Perversely, the bulls are also charged up by the latest batch of relatively weak economic indicators, including May’s M-PMI and ADP payrolls reports. They figure this increases the odds of the Fed cutting the federal funds rate (FFR) this year.
In our opinion, the latest data suggest that the economy is slowing rather than heading for a hard landing that would force Fed officials to cut the FFR in the coming months. If they do act prematurely--before inflation is convincingly back down to their 2.0% target--they risk fueling a meltup in the stock market, one that may already be underway.
Consider the following:
(1) NM-PMI vs M-PMI. The ISM nonmanufacturing purchasing managers index jumped in May to 53.8, retracing a brief dip below 50.0 (chart). The production component soared to 61.2 from 50.9 and the prices-paid index declined to 58.1 (from 59.2). May's data reversed the stagflationary blip in April.

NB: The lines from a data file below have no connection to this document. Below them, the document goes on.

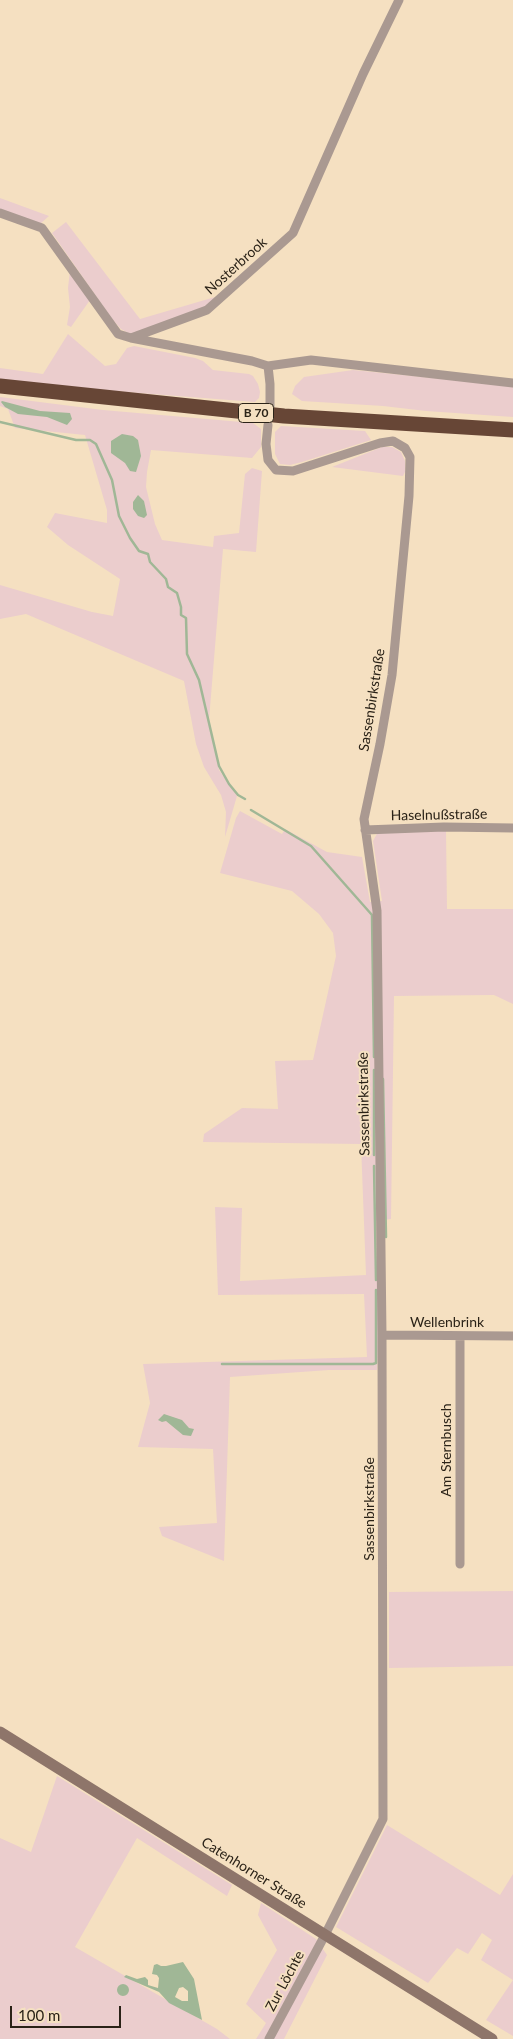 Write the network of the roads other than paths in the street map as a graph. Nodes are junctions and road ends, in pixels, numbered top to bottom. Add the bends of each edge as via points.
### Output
1 (399, 0) edge
2 (0, 213) edge
3 (131, 338) junction
4 (268, 366) junction
5 (513, 383) edge
6 (0, 386) edge
7 (270, 408) dead end
8 (268, 425) dead end
9 (513, 430) edge
10 (513, 828) edge
11 (365, 830) junction
12 (382, 1336) junction
13 (460, 1336) junction
14 (513, 1336) edge
15 (460, 1564) dead end
16 (0, 1732) edge
17 (325, 1935) junction
18 (269, 2039) edge
19 (492, 2039) edge

1 - 3 street, Nosterbrook via 293,233 206,310
2 - 3 street via 42,228 118,334
3 - 4 street via 252,360
4 - 5 street via 311,360
4 - 7 street
6 - 9 highway, B 70 via 284,416
8 - 11 street, Sassenbirkstraße via 268,460 276,470 294,471 380,443 392,442 404,448 410,458 392,675 364,819
10 - 11 street, Haselnußstraße
11 - 12 street, Sassenbirkstraße via 376,911
12 - 13 street, Wellenbrink
12 - 17 street, Sassenbirkstraße via 383,1819
13 - 14 street, Wellenbrink
13 - 15 street, Am Sternbusch
16 - 17 street, Catenhorner Straße
17 - 18 street, Zur Löchte
17 - 19 street, Catenhorner Straße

The M-PMI was less hot, as the goods sector remains in a growth recession. This confirms our view that the US economy is transitioning from an industrial one to a digital one, dominated by services and technology providers. Fewer US companies produce goods and fewer workers are employed by them. This helps to explain why manufacturing-related indicators (such as the M-PMI and LEI) erroneously signaled a recession over the past couple of years.